I was first sent a version of Undreamed Shores: The Hidden Heroines of British Anthropology in June last year. I started my review; but publication was delayed. So I tore up my opening paragraphs, which began with the remark that only armchair travel was possible at present. By 2021, I imagined, that would be out of date.
How wrong I was. Ten months later, and the book engages even more urgently. We can all sympathise even more sharply with those female would-be explorers who longed to escape from the restrictions of their lives — though an Edwardian tea party now seems to us like unimaginable freedom.
The past is a foreign country; so there are two layers of escape here. Frances Larson has picked five intrepid women from the remote tribe of early female students at Oxford — that small band of outliers on the fringes of a largely hostile male society. The customs of the country are fascinating. Students at Somerville in the 1890s were expected to kiss the college principal goodnight (an excellent tradition, which should be revived); but priestess-like tutors stripped their votaries of excessive ornamentation. ‘I won’t, I won’t, I WON’T be a dowd!’, protested one victim.

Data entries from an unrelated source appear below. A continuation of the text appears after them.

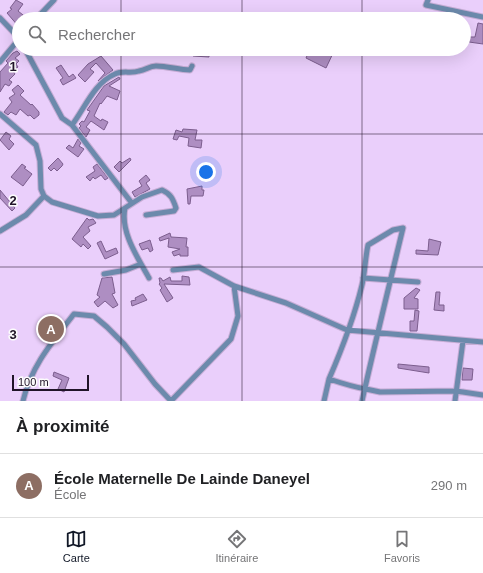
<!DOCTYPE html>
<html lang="fr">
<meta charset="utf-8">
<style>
body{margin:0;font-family:Arial,sans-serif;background:#f2f2f2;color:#202124}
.scale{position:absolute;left:12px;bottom:10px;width:77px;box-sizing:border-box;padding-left:4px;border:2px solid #201428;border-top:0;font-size:11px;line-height:14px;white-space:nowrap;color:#201428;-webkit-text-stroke:3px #fcfcfc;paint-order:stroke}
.you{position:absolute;left:206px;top:172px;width:14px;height:14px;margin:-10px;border:3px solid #fff;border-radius:50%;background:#1a73e8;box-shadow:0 0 0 6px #1a73e833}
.badge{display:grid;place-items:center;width:26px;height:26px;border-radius:50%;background:#111827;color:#fff;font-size:13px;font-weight:700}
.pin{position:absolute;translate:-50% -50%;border:2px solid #fff;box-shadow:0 1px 4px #0006}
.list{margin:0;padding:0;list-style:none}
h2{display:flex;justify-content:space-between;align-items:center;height:52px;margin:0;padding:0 16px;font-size:17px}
h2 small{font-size:13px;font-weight:400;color:#757577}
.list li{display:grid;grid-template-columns:26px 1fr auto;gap:12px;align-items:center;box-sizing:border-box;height:64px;padding:0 16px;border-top:1px solid #e0e0e0}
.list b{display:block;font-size:15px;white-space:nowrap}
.list p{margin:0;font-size:13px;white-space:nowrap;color:#757577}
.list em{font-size:13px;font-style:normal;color:#757577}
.icon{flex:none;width:22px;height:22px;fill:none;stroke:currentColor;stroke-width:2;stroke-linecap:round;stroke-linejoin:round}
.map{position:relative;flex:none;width:483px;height:401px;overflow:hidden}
.search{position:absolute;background:#fff;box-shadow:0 4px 16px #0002;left:12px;right:12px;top:12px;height:44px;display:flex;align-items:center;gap:10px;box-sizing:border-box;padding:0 14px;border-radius:22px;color:#757577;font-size:15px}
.sheet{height:116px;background:#fff}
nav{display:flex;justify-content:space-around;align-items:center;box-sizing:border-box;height:56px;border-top:1px solid #e0e0e0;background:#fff;font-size:11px;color:#757577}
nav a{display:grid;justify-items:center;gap:2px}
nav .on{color:#111827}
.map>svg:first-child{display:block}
.building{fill:#ae8ec2;stroke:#7c5e8e}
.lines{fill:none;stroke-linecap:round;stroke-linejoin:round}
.street-casing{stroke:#c6add5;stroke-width:7}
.street{stroke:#6c8aac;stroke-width:5}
.grid{fill:none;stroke:#201428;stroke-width:1;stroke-opacity:0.55}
.grid-label{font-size:13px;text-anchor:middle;font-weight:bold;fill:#201428;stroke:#fcfcfc;stroke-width:3;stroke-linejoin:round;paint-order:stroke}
</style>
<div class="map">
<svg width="483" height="401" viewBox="0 0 483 401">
<rect width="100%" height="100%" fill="#eacffb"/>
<path class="building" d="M 16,0 L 23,4 L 18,11 L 28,19 L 19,19 L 19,27 L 7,13 L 12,9 L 10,8 Z
M 478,23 L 483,24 L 483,44 L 469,42 L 469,37 L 475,37 Z
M 193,49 L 209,49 L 209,57 L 193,56 Z
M 310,49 L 335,49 L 326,68 L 306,58 Z
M 17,51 L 20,54 L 15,58 L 19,61 L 16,64 L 18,67 L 13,71 L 15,74 L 9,80 L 12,82 L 9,86 L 5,84 L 0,92 L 0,72 L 8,63 L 6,61 L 13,53 Z
M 101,56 L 113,70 L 98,81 L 105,73 L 96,63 L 90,69 L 94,72 L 85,82 L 78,75 L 88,64 Z
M 61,65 L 69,77 L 73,74 L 76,78 L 63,85 L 60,80 L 63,78 L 56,68 Z
M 119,77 L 120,79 L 109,86 L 120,91 L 117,100 L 107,96 L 101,104 L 100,103 L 94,116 L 101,121 L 102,119 L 108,122 L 104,130 L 91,121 L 86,127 L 90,130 L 86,137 L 79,128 L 81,126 L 79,124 L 82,121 L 84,122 L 90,111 L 87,110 L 104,86 Z
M 18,85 L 24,91 L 20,95 L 31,105 L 32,104 L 39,112 L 39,115 L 34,119 L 30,115 L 28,116 L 20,109 L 16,115 L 11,112 L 8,115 L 4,112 L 12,102 L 9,98 L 15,94 L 12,90 Z
M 183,129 L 197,130 L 195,140 L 202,140 L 201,148 L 188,146 L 189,138 L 179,136 L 177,140 L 173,139 L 176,130 L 182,132 Z
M 6,132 L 11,136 L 9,139 L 14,144 L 9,150 L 0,140 Z
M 78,139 L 81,143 L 79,146 L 84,149 L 78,157 L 66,148 L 69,145 L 73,148 Z
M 58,158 L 63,164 L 62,166 L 57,171 L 54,168 L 51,171 L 48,168 Z
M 130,158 L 131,160 L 119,172 L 114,167 L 120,161 L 122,163 Z
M 22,164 L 26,167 L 24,168 L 32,174 L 23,186 L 11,177 Z
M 97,164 L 108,178 L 105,180 L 101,175 L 95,179 L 93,177 L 90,181 L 86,177 L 95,171 L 93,167 Z
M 146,175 L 150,180 L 146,183 L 150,189 L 135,197 L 132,192 L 142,186 L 139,181 Z
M 202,186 L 202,190 L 204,190 L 203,196 L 191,196 L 190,204 L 188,204 L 187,189 Z
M 0,190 L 15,208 L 12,211 L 0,198 Z
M 87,218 L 89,220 L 93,219 L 96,223 L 88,227 L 90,231 L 83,237 L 91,246 L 88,249 L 83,244 L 81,247 L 72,239 Z
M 170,233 L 171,237 L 187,238 L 186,247 L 188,247 L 188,256 L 180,256 L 180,254 L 174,256 L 172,252 L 180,249 L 168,247 L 169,238 L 160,241 L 159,238 Z
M 429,239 L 441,242 L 438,255 L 416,254 L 416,250 L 428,251 Z
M 150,240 L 153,250 L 150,252 L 148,248 L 142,250 L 139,244 Z
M 101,241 L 106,252 L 116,248 L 118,253 L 105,259 L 97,243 Z
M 182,276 L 189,277 L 190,285 L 164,284 L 173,298 L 167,302 L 160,290 L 162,288 L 159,284 L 160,283 L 159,278 L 161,278 L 163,281 L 170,277 L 171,281 L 182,281 Z
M 112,277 L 115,293 L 112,294 L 118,305 L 113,308 L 105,301 L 98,307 L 94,302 L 100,297 L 97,295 L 102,278 Z
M 416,288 L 420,290 L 414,298 L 418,299 L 418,309 L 404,309 L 404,298 Z
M 436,292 L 440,292 L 439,305 L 444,305 L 444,311 L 434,310 Z
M 143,294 L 147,300 L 132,306 L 131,301 L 136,300 L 135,298 Z
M 415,310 L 419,311 L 417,331 L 410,331 L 410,321 L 414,321 Z
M 398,364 L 429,367 L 429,373 L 398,368 Z
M 463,368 L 473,369 L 472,380 L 462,380 Z
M 54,372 L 69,378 L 64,392 L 58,389 L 62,380 L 53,376 Z"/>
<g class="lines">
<defs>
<path id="street" d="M 428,0 L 426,5 L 483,17
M 0,18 L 19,38
M 36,19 L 54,0
M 25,49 L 62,118 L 72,125 L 131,202
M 0,62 L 19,39
M 0,114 L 36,145 L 40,161 L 41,189 L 44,196 L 52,202 L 98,216 L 114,215 L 125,208
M 72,125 C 85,108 94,83 115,74 C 123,70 131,74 139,71 C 146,70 149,66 156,66 C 168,66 179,70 190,70 L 192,66
M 146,215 L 174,211 L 176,208 C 173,199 171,194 162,190 L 142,197 L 125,208 C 120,232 138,258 149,278
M 0,231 L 26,215 L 44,196
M 173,270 L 199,267 L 234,286 L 286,303 L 347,330 L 483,342
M 104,274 L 126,270 L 141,264
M 363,278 L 418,282
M 23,401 C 31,366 53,341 74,314 L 94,316 L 107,327 L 124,344 L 155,384 L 171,401
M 171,401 L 231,339 L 238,316 L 234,286
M 324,401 L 329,379
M 362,401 C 375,343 389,286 403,228 L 393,230 L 368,245 C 365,259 365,273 362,285 C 354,318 342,349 329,379 C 341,383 353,387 366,389 L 380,392 L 456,391 L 483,395
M 455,401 L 463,341"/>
</defs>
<use href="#street" class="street-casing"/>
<use href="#street" class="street"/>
</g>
<path class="grid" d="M 121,0 L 121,19M 242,0 L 242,19M 362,0 L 362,19M 121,49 L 121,401M 242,49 L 242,401M 362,49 L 362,401M 0,134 L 483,134M 0,267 L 483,267"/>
<g class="grid-label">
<text x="13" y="71">1</text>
<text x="13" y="205">2</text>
<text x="13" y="339">3</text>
</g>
</svg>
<div class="scale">100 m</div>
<div class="you"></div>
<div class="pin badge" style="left:51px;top:329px;background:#8d6e63">A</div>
<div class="search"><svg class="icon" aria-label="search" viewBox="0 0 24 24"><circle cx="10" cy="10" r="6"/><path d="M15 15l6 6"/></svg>Rechercher</div>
</div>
<section class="sheet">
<h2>À proximité<small></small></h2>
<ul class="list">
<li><span class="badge" style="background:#8d6e63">A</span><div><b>École Maternelle De Lainde Daneyel</b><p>École</p></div><em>290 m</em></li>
</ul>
</section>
<nav>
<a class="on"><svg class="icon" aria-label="map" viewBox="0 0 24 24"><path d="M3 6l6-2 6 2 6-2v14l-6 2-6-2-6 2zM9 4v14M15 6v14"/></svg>Carte</a>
<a><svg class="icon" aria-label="directions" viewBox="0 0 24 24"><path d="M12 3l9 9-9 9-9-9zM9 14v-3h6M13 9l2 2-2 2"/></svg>Itinéraire</a>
<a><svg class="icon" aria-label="saved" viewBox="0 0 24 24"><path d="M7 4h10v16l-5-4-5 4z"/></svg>Favoris</a>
</nav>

Infiltration of the male realm was slow; but the new discipline of anthropology offered unique opportunities for women. One of Larson’s earliest heroines is Katherine Routledge (née Pease), who escaped the ‘dreary domesticity’ of family life in Darlington. At 38, she married a colonial drifter, Scoresby Routledge, and travelled with him to Africa to study the Kikuyu tribe. She adored ‘the gipsy outdoor life’, and quickly proved that the hidden lives of tribal women could best be uncovered by another woman. The Kikuyu were polygamous; their women sympathised with Katherine. ‘Only one wife to do all the work!’, they commiserated.
Kikuyu women commiserated with Katherine Routledge: ‘Only one wife to do all the work!’
Whether or not polygamy would have helped, the Routledges’ marriage was soon under strain.